TASK INSTRUCTIONS: Please state how many lines in the records that follow include "Left", with no other output.
START EXERCISE MATERIALS
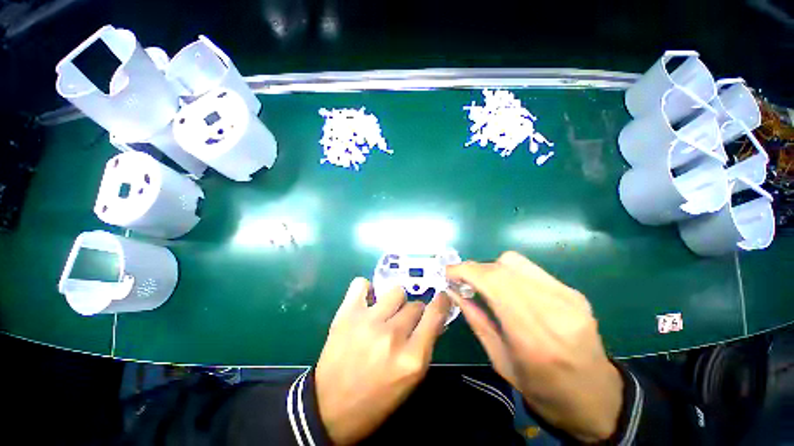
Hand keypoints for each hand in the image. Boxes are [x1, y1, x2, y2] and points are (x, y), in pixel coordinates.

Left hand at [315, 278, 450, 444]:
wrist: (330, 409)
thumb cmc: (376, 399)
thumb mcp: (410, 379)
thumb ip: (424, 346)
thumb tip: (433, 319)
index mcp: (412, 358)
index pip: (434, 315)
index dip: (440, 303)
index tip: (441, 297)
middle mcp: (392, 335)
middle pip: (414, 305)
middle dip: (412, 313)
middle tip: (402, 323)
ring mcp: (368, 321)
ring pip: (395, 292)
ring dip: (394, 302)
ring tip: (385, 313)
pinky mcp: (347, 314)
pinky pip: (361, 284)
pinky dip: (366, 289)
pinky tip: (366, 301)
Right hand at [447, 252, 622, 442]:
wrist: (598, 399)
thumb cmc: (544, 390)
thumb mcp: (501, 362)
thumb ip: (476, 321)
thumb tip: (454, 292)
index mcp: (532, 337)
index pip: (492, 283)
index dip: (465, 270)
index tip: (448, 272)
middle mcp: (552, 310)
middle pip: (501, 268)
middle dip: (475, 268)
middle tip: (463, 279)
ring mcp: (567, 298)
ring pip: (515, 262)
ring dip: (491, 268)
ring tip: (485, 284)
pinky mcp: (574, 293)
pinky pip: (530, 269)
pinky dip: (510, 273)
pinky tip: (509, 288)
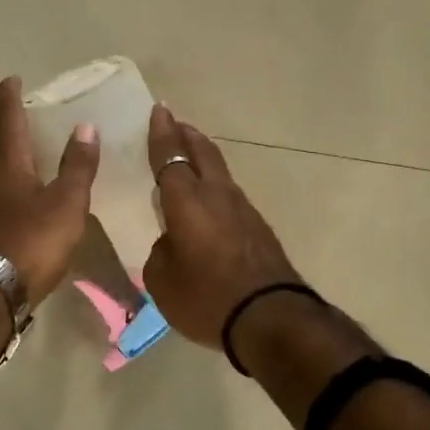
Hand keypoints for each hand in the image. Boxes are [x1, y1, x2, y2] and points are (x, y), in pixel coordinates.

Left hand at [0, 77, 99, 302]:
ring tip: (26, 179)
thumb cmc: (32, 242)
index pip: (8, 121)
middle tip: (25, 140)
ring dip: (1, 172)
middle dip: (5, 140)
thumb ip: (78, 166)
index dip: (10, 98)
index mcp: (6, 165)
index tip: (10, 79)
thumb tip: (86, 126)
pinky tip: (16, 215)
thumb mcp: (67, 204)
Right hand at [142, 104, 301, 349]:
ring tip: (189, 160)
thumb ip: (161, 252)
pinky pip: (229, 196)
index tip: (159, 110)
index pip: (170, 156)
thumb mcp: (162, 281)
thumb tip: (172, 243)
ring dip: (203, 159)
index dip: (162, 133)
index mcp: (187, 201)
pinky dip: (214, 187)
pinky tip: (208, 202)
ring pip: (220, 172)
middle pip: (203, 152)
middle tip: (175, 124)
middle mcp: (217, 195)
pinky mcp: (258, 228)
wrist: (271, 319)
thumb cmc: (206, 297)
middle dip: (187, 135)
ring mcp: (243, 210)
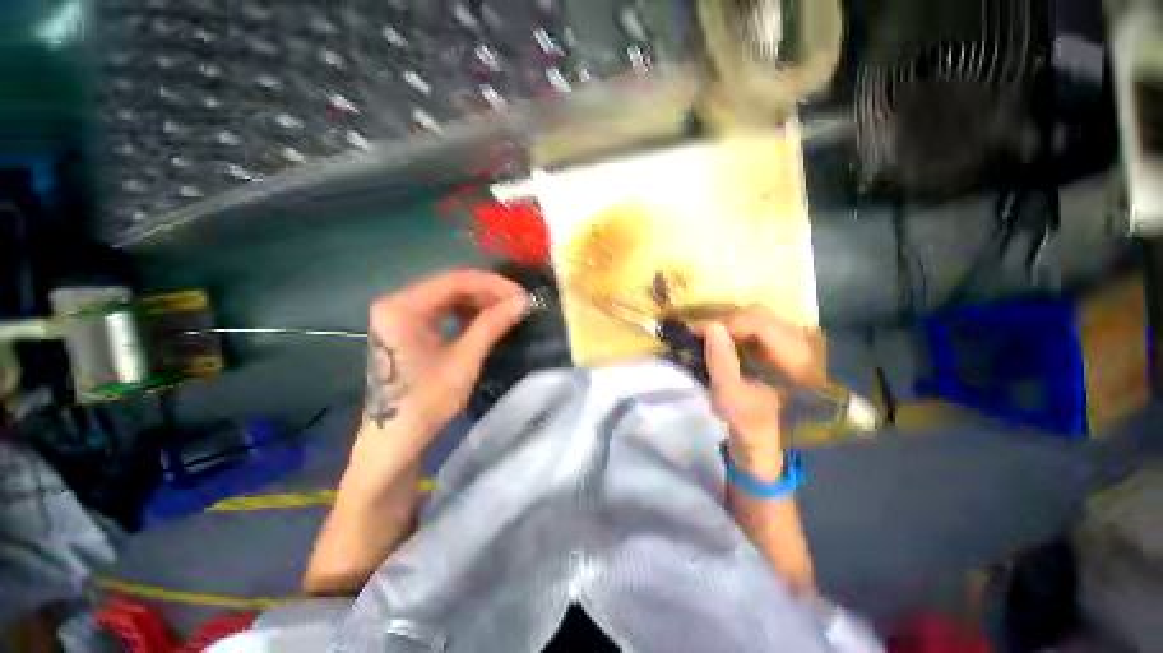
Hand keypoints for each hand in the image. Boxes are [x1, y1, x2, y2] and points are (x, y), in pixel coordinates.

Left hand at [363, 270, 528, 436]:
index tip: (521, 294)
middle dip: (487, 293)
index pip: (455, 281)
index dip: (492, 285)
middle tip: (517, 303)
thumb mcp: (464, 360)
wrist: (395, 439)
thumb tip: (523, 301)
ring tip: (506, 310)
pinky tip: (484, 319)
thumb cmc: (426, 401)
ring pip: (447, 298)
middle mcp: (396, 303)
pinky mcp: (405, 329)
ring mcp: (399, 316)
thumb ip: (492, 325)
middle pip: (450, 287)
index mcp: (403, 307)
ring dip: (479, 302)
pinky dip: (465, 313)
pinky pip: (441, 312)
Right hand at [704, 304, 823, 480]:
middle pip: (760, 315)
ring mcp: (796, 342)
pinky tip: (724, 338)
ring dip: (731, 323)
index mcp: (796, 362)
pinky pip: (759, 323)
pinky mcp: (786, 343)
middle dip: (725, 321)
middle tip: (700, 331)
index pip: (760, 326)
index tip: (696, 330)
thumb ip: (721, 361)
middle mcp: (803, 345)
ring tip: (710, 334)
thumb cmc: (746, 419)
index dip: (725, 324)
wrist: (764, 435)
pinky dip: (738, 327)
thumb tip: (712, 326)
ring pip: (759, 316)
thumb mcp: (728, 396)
END EXERCISE MATERIALS
TASK RESPONSE: 3